• **Task statement**: Please return all lines of the data below containing the string "main".

• **Source data**:
---------------

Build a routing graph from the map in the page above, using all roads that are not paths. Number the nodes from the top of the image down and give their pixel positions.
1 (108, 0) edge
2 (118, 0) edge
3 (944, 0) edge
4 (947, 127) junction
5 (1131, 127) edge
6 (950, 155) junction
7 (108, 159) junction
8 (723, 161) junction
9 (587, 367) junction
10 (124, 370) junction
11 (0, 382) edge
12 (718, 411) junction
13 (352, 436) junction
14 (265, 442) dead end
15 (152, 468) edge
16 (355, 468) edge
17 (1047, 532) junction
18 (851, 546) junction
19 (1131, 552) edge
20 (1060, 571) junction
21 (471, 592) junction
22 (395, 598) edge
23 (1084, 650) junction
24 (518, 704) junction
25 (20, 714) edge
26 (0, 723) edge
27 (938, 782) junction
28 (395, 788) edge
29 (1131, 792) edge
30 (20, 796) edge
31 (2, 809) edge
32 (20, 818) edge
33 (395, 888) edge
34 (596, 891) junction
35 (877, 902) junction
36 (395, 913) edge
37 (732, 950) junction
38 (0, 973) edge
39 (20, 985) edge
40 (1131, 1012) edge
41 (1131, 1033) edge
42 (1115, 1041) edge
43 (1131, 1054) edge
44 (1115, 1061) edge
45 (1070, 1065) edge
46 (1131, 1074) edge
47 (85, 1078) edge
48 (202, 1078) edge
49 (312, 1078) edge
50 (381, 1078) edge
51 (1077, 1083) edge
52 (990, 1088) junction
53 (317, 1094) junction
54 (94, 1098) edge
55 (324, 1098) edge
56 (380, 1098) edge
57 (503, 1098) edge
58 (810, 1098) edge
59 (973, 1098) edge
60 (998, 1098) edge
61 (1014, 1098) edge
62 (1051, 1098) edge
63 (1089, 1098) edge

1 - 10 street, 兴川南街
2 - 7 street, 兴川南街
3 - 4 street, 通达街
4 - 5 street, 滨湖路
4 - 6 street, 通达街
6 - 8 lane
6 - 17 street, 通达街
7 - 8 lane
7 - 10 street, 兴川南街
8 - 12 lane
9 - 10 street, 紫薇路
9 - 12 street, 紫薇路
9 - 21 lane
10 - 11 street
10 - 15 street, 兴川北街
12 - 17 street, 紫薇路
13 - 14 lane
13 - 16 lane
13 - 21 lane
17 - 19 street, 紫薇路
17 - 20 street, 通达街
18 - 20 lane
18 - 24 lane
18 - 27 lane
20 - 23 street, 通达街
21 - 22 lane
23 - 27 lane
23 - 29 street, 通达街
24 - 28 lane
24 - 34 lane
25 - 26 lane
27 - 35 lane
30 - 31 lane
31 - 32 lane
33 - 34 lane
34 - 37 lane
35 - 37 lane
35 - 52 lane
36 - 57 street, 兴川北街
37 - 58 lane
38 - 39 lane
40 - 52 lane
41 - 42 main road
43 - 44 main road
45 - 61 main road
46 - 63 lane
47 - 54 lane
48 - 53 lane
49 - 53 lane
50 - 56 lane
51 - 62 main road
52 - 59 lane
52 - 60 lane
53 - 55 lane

---------------

• **Answer box**:
41 - 42 main road
43 - 44 main road
45 - 61 main road
51 - 62 main road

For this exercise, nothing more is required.